Andrew Vickers: From there, I like to go home and read for 30 minutes to an hour, eat a very carb-heavy dinner, which puts me into a deeper sleep for recovery, then I cut off screen time for an hour before. If I absolutely can't do that because let's just be honest, every day-

Marcus Neto: I was going to say, who are we kidding, man?

Andrew Vickers: If you're an entrepreneur, you can't always do that.

Marcus Neto: I'm laying in bed with an Ipad in front of me.

Andrew Vickers: If I have to work up until closer to bedtime, I will wear my blue light blocking glasses so that my body is at least not being exposed to that super intense light that tells your body, "Hey, it's daytime."

Marcus Neto: Right, yeah, it's a difficult thing to kind of disconnect from screens, even just watching TV or a movie or something along those lines.

Andrew Vickers: Absolutely.

Marcus Neto: But also even, you mention reading, a lot of us have gone to reading on screens.

Andrew Vickers: Absolutely.

Marcus Neto: Or as a business owner, sometimes you get stuck in this place where it's like, "Okay, well, I'm working. I'm answering e-mails, or I'm checking social media to make sure everything's okay." All that stuff, it just kind of pulls you in various direction, but that's a phenomenal routine. I think your move to the eastern shore has probably facilitated the sunset bit, too.

Andrew Vickers: Oh, man, why does the sun look different from that side of the water?

Marcus Neto: Yeah, it is pretty incredible.

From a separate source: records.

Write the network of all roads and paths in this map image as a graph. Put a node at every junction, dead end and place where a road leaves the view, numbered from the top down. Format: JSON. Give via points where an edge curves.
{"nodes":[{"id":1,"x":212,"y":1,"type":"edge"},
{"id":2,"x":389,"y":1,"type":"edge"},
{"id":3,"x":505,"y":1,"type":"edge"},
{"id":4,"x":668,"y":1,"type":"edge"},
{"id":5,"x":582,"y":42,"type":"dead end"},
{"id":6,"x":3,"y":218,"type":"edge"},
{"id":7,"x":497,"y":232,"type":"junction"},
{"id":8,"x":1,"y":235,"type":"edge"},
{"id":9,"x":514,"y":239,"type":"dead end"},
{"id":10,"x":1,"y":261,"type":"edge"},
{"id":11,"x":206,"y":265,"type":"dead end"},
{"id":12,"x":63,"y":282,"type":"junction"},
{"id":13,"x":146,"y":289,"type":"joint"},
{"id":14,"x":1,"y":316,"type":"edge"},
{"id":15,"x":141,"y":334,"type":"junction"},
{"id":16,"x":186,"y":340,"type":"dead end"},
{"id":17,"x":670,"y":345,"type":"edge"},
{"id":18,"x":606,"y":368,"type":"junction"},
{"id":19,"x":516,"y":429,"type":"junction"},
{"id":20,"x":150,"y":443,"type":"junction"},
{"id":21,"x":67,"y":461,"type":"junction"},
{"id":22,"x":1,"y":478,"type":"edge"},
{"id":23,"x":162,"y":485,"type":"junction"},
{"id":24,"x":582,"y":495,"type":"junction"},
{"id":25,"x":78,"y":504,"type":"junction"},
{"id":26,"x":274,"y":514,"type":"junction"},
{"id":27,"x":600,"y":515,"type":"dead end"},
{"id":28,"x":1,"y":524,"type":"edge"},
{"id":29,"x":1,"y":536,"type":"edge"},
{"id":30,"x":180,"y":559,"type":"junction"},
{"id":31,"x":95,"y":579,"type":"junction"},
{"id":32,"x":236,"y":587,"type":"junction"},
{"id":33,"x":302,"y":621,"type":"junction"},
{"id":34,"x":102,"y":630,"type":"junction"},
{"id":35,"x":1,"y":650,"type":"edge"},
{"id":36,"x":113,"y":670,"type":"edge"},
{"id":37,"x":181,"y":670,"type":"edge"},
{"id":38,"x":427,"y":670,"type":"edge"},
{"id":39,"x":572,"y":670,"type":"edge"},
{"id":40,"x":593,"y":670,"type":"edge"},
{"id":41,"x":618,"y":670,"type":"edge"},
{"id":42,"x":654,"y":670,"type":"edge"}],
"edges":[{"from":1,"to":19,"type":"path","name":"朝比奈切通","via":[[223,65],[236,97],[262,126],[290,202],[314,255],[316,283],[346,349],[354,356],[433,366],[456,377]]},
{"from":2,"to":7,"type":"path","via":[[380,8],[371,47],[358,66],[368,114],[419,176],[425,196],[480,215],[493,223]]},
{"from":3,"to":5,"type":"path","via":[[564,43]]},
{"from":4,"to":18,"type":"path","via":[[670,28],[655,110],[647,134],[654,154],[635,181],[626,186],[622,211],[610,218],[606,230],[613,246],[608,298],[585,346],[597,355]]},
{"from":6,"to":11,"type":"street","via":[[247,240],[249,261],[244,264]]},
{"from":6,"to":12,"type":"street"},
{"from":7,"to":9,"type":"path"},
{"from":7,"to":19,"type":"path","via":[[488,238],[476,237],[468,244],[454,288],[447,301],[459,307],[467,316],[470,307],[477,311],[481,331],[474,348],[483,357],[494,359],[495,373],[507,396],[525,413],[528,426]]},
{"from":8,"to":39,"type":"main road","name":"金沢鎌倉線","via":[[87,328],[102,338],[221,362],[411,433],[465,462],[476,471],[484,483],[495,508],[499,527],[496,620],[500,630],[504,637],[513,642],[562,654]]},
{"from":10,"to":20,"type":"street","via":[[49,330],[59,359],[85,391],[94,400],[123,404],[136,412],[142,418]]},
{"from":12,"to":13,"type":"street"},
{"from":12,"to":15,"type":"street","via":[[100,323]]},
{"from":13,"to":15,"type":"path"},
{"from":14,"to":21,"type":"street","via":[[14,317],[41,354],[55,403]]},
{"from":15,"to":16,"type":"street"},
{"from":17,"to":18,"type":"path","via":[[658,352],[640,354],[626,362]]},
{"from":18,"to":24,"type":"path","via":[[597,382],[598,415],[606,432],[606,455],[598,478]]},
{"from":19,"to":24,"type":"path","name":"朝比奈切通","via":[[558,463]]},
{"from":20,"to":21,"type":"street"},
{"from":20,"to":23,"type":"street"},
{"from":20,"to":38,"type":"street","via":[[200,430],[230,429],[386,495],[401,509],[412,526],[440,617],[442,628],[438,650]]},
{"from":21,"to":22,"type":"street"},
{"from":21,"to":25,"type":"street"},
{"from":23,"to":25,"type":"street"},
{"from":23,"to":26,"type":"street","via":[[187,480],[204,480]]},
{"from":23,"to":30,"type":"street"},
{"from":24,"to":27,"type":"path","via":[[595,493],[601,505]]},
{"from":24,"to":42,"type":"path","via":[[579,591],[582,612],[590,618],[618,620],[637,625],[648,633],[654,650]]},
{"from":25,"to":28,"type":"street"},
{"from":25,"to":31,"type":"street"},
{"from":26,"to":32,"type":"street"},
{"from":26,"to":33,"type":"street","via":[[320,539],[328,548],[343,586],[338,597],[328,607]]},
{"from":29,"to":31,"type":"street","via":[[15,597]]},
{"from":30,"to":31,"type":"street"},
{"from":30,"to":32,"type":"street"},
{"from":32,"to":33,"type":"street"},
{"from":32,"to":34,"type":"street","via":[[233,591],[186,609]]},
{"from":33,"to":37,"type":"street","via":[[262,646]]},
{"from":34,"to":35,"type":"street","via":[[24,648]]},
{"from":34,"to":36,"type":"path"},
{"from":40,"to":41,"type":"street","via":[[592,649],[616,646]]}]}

Andrew Vickers: It's crazy.

Marcus Neto: Yeah.

Andrew Vickers: I will add in one other thing that I'm adding in is baths, and it's a shameless plug because I'm developing a muscle recovery bath bomb right now.

Marcus Neto: Oh, really?

Andrew Vickers: We're going to be launching that company here in the next few months, and so far, it's definitely relaxing and helping me wind down.

Marcus Neto: Magnesium, magnesium, magnesium.

Andrew Vickers: Magnesium. All kinds of essential oils. Obviously some proprietary blends so that we can keep it at least semi-marketable. And a ton of Epson salt.

Marcus Neto: Yeah. No, that's very cool. So tell people where they can find out more information either about you or about F45 or however-

Andrew Vickers: Yeah, so both of our websites are just F45 Training dot com, then you'll either forward slash Daphne or forward slash Spring Hill USA. We're active on all social media platforms with those same handles, and me personally, I mainly live on Instagram. It's @the_andyvickers.

Marcus Neto: Very cool. Well, I want to thank you again for coming on the podcast. To wrap up, any final thoughts or comments you'd like to share?

Andrew Vickers: Thanks for having me, first off. Second off, if you have not tried F45 Training, come try a week free. We're that confident in the product that we are the best training solution on the planet. Come give it a taste.

Marcus Neto: Very much. I would highly encourage anyone who, especially if you like group fitness. I'll admit I didn't stick around because that's the one time of day where I'm head phones in and just kind of doing my own thing, but I very much enjoyed it. I will definitely come back. But Andy, I appreciate your willingness to sit with me and share your journey as a business owner and entrepreneur. It was great talking with you.

Andrew Vickers: Thanks for having me.